Theo Brinkerhoff, 4, who planned to dress as a ghost on Monday but was forced to wear a heavy sweater and snow boots under his costume to keep warm, refused to believe it was the bewitching autumn holiday.

“It’s not Halloween, because it’s still winter,” he said while visiting grandparents in Amherst, Massachusetts, a town still mostly in the dark.

Many roads were still barricaded to steer traffic away from downed trees and power lines and utility officials said the storm caused more tree damage than most winter storms because leaves had not yet fallen so trees caught far more snow than usual.

“That’s what really caused the damage, the weight of that snow,” said David Graves, spokesman for utility National Grid.

In New York, three days after authorities confiscated their generators, hundreds of anti-Wall Street protesters struggled to stay warm and dry after the snow storm and some got tips on how to deal with the cold weather from homeless people.

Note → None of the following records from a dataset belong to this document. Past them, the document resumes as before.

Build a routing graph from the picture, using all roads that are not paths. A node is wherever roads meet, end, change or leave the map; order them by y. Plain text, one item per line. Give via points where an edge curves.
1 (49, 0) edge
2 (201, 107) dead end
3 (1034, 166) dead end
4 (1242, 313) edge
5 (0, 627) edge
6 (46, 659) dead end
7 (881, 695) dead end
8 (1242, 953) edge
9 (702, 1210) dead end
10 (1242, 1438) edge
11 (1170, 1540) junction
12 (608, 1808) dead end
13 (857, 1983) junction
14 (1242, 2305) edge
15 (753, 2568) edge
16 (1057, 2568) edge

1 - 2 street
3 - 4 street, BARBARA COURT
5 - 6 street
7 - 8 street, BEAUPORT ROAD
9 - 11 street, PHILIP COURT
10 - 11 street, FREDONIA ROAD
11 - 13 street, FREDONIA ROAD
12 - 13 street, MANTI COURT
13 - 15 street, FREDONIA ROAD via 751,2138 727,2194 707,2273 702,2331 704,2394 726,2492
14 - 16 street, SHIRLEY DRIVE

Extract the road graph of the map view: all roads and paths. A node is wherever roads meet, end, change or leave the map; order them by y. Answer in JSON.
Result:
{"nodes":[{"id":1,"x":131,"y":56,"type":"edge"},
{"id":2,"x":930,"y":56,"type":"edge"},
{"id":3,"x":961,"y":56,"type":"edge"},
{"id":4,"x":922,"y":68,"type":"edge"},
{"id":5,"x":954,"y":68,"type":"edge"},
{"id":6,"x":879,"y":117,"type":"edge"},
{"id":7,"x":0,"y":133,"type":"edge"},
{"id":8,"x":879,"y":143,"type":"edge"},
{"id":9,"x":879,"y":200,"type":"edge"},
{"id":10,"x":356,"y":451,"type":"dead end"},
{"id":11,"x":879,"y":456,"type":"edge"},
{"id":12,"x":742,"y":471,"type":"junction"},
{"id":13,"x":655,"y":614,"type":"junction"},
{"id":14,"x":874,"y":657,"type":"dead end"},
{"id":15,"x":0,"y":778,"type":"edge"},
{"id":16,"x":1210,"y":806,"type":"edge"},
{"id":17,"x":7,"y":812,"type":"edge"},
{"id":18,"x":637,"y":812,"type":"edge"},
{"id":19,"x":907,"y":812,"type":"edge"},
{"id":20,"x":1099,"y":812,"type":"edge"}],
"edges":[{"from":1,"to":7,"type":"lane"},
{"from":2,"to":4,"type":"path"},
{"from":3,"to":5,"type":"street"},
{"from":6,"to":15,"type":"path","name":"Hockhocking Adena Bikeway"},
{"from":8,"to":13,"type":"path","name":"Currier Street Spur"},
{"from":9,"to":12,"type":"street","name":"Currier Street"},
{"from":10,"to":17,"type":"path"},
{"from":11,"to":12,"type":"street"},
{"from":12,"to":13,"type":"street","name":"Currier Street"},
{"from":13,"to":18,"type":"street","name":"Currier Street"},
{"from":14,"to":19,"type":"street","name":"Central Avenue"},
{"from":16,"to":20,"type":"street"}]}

Occupy Wall Street demonstrators have camped in a New York park for six weeks to protest against economic inequality.

It will likely be days before power is restored to all residents in Massachusetts, Connecticut, New Jersey and other states hit hard by the storm.

Connecticut was particularly hard hit and Governor Dannel Malloy said 100 state roads were closed and about 200 more partially closed.

He called the power outages in his state the worst in history and as residents escaped homes without heat and electricity, hotels in central Connecticut were sold out.